Barco voador promete reduzir viagem entre Manaus e Parintins de 10 para 3 horas
Ecranoplano da startup AeroRiver chega a 150 km/h e promete reduzir viagem entre Manaus e Parintins, além de operar nos rios durante a seca.

Uma startup de Manaus está desenvolvendo um ecranoplano adaptado às condições da Amazônia que promete reduzir de 10 para cerca de 3 horas o tempo de viagem entre Manaus e Parintins. Batizado de Voadeiro, ou Volitan, o veículo da AeroRiver foi projetado para utilizar os rios como pista de decolagem e pouso, dispensando aeroportos e outras estruturas terrestres.
Com velocidade de cruzeiro de 150 km/h, o veículo terá capacidade para transportar até 10 passageiros ou 1 tonelada de carga. Segundo a AeroRiver, a proposta considera as características da região amazônica, onde a conexão entre cidades é feita majoritariamente pelos rios.
Os primeiros testes com tripulação estão previstos para ocorrer entre dezembro de 2026 e fevereiro de 2027. O primeiro veículo já está em estágio avançado de construção, com parte da estrutura produzida em Manaus e parte em São José dos Campos (SP). A montagem final acontece na capital amazonense.
“No final desse ano, a gente já vai estar com o nosso primeiro veículo tripulado. O nosso primeiro já está em construção, em construção avançada”, afirma o engenheiro eletricista Túlio Duarte, cofundador da AeroRiver.
Como funciona o ecranoplano
O Voadeiro utiliza o chamado efeito solo, tecnologia que permite à aeronave voar a aproximadamente 2 a 5 metros acima da superfície da água. O fenômeno ocorre quando o ar fica concentrado entre as asas e a superfície, aumentando a sustentação e reduzindo o arrasto.
Com isso, o ecranoplano pode decolar e pousar diretamente nos rios, sem a necessidade de aeroportos. O casco do veículo também foi desenvolvido especificamente para permitir a operação sobre a água.
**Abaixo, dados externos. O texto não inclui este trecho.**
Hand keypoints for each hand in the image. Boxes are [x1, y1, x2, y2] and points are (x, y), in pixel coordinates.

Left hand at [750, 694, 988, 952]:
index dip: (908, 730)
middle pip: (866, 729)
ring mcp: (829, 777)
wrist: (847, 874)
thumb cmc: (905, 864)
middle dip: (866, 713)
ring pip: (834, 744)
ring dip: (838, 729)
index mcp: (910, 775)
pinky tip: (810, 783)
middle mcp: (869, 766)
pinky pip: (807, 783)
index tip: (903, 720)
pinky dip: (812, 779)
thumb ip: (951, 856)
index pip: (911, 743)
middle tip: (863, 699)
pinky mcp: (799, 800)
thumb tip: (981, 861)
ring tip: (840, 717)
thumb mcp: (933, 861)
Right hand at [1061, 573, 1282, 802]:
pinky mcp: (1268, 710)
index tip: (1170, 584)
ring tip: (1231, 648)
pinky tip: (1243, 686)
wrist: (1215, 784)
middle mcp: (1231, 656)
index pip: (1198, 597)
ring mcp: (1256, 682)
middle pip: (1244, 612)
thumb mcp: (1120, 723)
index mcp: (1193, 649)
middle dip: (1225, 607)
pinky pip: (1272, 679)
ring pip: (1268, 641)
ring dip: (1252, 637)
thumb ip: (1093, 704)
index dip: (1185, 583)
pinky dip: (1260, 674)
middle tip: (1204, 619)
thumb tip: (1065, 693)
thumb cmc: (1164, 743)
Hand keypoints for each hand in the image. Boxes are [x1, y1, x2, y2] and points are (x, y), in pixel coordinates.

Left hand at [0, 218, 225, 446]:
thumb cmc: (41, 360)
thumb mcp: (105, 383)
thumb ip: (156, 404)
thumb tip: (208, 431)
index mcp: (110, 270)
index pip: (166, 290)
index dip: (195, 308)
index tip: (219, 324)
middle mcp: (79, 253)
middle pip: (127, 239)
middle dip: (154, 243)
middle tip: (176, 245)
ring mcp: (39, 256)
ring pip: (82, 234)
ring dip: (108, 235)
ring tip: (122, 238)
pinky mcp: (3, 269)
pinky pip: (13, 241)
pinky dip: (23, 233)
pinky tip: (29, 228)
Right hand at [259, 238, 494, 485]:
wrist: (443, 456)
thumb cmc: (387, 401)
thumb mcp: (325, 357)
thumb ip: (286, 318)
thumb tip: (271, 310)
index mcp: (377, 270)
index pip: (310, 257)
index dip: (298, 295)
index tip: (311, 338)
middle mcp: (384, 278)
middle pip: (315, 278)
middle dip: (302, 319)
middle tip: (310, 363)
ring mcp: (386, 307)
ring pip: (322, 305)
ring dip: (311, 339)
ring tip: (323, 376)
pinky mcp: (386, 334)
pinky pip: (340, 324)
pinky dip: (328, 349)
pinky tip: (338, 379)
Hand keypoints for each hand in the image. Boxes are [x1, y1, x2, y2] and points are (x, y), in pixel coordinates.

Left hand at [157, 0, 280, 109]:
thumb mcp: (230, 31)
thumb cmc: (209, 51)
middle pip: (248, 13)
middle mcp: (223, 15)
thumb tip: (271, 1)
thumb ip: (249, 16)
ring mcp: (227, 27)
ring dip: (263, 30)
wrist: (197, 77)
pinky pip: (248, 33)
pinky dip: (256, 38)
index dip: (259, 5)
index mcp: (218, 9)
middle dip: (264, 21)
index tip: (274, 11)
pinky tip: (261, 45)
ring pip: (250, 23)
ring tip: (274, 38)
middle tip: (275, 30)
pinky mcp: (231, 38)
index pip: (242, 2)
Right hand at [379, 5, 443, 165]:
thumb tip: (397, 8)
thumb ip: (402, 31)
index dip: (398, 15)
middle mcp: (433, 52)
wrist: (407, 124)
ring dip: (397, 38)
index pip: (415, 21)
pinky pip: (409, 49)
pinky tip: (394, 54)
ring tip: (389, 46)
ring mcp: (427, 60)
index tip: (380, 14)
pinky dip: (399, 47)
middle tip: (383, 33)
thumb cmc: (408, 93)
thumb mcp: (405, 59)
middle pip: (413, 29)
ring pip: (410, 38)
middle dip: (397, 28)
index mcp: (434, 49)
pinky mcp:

A tecnologia é particularmente relevante para a Amazônia, segundo a empresa, devido à extensão territorial da região e à dependência dos rios para o deslocamento entre municípios. A AeroRiver afirma que o ecranoplano pode ser até 300% mais rápido que as embarcações mais rápidas atualmente utilizadas para transporte na região.
A startup também estima que o veículo seja 50% mais econômico que outras aeronaves, além de não exigir os custos de construção e manutenção de aeroportos.
Outro diferencial apontado pela AeroRiver é a possibilidade de operação durante os períodos de seca dos rios amazônicos. Segundo a empresa, o veículo foi desenvolvido para manter a operação mesmo em períodos de menor nível das águas, o que permitiria maior regularidade no transporte de passageiros e cargas ao longo do ano.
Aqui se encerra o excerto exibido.